By Kristina Houck
Del Mar once again received a clean financial report after its latest audit.
An independent third-party accounting firm, Mayer Hoffman McCann P.C., stated in its report that the city kept its books properly during the fiscal year that ended June 30, 2013.
“We did find your accounting records to be in order,” said the city’s auditor Ken AI-Imam at the March 3 council meeting. “All of our tests checked out and they supported a conclusion that your financial statements are fairly stated in all material respects.”
The firm performed 400 hours in audit tests, evaluating and confirming the city’s internal controls, cash and investment balances, capital projects, and more.
At the end of June 30, 2013, the city had more than $97.7 million in total assets and nearly $11 million in liabilities.
“The liabilities of the city are very small, especially in comparison to other cities that we audit,” AI-Imam said.
Del Mar’s general fund of more than $11.9 million indicates the economy has improved.

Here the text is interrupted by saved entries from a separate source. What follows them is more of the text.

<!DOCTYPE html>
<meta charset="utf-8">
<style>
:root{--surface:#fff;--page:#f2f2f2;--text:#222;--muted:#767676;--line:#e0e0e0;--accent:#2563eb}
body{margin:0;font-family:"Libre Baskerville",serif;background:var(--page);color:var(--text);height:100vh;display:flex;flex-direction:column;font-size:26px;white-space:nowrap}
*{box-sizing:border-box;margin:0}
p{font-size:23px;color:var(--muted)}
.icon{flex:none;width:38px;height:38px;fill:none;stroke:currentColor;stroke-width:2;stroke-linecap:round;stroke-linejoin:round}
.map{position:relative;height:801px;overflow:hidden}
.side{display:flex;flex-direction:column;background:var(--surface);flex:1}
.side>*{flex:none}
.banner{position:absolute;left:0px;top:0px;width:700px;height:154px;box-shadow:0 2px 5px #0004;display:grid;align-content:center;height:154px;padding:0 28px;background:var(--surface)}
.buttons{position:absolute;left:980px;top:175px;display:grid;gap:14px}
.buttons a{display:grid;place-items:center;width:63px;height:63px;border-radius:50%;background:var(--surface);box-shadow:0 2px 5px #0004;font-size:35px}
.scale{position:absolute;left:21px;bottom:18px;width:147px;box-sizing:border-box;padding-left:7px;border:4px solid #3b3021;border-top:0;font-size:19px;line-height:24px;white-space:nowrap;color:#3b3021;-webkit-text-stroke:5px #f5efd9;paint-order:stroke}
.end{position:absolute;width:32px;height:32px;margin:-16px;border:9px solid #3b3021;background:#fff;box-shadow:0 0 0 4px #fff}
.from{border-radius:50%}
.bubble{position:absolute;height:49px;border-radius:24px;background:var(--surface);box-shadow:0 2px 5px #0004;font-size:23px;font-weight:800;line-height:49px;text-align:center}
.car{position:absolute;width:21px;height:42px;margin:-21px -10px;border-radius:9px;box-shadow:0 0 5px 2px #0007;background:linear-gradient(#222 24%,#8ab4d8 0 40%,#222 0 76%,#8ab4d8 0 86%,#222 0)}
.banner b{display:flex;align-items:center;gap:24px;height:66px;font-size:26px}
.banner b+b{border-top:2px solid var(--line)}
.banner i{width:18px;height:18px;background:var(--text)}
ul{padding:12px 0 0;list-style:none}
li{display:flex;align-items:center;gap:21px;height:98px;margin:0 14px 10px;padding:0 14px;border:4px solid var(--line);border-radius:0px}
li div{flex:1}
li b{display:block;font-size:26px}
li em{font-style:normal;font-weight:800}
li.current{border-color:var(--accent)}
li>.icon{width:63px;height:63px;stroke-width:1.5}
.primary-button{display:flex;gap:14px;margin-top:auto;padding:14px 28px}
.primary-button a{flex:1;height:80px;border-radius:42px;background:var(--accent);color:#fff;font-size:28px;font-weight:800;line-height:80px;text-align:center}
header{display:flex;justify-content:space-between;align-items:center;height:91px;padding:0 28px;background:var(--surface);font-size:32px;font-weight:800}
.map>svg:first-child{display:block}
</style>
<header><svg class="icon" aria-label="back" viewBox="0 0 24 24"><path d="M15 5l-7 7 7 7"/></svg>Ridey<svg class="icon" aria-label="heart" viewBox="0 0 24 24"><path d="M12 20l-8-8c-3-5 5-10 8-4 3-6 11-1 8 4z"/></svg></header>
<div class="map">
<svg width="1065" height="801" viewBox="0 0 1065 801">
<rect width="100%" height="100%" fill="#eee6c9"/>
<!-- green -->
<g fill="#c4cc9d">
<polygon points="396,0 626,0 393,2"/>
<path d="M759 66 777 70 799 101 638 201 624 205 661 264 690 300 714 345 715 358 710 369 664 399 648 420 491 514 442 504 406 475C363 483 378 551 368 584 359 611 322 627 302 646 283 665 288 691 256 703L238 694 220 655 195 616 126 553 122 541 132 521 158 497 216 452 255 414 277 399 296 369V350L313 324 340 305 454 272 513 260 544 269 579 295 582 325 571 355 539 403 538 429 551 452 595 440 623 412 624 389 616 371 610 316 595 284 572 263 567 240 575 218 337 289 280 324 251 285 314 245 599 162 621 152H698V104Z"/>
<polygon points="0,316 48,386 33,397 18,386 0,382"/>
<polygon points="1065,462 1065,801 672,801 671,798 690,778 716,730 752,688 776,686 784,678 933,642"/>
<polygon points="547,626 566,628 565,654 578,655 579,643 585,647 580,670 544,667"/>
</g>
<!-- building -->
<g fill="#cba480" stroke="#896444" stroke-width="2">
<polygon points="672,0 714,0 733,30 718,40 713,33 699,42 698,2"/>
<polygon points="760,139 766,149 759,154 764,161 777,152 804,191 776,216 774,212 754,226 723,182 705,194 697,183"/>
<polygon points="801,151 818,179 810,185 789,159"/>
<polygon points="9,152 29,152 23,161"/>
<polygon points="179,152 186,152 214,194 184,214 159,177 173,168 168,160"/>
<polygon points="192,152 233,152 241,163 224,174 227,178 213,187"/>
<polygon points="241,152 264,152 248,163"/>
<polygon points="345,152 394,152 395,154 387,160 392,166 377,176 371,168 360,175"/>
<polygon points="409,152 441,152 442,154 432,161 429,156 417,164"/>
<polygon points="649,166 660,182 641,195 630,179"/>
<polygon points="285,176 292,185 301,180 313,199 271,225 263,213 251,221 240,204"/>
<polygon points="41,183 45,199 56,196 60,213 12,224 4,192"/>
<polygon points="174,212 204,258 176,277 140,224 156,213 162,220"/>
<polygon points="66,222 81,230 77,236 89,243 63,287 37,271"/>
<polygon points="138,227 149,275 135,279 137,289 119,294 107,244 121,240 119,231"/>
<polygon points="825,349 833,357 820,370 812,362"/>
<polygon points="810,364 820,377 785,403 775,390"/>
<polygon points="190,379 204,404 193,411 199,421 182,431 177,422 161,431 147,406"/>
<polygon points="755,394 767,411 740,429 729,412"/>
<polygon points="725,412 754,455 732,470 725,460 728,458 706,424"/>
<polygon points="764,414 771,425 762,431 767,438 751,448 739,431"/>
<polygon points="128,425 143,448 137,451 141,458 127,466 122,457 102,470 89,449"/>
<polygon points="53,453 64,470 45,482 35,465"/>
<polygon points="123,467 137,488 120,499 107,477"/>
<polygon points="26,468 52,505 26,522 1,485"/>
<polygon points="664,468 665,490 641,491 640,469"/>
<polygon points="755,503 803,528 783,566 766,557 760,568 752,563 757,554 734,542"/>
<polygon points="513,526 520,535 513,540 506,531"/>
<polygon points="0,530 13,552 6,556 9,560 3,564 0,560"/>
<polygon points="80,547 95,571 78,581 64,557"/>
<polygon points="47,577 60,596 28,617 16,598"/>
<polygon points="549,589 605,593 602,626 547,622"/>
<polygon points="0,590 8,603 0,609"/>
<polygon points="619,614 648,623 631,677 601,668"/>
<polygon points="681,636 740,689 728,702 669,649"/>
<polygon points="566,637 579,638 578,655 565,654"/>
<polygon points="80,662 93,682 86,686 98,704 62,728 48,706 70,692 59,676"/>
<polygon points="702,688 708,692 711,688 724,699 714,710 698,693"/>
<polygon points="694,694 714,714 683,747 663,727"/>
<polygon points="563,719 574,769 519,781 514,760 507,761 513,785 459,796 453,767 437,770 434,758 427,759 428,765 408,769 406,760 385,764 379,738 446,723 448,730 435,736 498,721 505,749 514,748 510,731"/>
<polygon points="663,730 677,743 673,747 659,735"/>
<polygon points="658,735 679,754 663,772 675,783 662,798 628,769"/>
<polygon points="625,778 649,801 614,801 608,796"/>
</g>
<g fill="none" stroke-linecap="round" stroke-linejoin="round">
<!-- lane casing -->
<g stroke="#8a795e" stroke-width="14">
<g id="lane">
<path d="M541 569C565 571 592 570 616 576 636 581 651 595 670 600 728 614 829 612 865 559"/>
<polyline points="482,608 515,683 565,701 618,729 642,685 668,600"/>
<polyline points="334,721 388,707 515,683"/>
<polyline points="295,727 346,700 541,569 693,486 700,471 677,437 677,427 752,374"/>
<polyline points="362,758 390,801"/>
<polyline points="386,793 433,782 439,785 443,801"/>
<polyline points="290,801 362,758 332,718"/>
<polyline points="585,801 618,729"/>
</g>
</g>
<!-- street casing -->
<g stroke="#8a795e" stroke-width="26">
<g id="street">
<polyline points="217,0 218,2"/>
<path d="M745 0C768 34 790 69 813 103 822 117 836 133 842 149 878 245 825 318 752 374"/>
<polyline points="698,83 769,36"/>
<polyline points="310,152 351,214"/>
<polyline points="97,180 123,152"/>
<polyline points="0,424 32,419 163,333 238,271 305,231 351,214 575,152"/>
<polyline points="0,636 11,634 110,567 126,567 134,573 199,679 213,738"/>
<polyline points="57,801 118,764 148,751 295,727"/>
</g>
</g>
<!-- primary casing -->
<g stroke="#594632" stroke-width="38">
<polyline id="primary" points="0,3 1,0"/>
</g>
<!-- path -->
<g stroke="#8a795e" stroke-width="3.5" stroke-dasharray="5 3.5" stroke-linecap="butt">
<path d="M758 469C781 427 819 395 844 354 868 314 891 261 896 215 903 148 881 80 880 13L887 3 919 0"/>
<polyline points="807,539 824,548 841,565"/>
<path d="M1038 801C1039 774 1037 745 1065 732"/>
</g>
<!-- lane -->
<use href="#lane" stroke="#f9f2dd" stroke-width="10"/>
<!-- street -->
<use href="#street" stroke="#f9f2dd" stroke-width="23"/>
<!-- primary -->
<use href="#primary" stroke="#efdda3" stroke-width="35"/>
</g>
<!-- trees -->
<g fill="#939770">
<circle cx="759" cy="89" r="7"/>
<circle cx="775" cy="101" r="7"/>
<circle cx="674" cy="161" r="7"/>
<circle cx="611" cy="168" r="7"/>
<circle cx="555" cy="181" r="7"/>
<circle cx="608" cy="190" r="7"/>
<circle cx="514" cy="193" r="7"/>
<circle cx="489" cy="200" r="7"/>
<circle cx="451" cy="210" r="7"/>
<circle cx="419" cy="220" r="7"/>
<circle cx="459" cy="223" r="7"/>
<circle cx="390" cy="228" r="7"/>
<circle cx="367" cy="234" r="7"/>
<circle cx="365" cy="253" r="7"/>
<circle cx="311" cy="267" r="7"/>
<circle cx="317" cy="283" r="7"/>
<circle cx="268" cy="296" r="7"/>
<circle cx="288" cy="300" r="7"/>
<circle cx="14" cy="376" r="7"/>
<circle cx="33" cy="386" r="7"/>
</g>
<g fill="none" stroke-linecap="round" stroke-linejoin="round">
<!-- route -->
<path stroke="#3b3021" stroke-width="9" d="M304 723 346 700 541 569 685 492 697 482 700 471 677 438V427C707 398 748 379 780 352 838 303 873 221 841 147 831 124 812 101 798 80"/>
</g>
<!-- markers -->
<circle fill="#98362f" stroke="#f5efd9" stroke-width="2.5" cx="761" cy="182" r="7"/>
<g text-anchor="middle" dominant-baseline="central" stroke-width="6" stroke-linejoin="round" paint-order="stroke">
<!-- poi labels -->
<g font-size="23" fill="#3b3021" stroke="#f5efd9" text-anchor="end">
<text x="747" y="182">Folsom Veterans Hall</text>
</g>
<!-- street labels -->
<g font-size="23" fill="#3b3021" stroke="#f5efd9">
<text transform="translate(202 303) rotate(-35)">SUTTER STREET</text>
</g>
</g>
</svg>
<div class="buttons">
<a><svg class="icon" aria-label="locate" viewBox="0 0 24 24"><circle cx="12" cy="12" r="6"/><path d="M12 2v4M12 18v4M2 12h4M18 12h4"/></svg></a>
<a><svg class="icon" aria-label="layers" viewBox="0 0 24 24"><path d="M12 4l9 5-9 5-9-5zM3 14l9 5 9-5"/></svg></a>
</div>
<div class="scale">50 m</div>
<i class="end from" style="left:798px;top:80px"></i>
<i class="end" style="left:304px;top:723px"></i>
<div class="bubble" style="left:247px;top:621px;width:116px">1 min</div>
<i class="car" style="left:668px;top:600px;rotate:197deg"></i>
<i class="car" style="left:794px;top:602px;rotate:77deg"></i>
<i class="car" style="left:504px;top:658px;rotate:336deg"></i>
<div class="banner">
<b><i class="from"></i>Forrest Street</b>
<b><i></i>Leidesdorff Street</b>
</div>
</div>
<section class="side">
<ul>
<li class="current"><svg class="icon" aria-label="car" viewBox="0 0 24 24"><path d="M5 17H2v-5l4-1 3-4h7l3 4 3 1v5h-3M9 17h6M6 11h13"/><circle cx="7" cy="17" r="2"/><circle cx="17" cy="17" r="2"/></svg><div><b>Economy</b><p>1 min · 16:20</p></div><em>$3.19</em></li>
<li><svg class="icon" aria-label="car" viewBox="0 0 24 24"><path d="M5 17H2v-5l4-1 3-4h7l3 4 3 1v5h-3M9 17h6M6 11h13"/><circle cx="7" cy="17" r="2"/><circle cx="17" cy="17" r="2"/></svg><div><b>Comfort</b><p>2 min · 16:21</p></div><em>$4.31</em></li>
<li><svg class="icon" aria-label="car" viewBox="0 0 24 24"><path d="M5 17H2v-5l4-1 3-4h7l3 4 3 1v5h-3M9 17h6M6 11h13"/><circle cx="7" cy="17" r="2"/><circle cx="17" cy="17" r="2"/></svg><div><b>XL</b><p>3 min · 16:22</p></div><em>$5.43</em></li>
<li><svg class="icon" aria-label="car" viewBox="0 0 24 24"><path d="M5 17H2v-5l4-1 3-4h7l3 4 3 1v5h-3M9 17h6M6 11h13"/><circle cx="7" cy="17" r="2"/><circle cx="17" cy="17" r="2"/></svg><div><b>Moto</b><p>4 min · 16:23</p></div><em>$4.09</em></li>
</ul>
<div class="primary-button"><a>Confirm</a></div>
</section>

The city’s three main sources of revenue — property taxes, transient occupancy taxes, and sales and use taxes — were higher than the previous fiscal year. In fact, the city received $937,141 more than originally projected, said Del Mar Finance Director Teresa McBroome during her financial report to the council.
Del Mar’s general fund expenditures totaled more than $12 million — $525,032 less than what the city had budgeted. The savings left more than $2.1 million in the city’s reserves, she added.
“I want to thank staff and all their efforts to maintain the budget and keep track of everything very carefully,” said Councilman Terry Sinnott.
“We’re very proud of our finance department,” said Mayor Lee Haydu. “Ever since I’ve been on council we’ve had great audits.”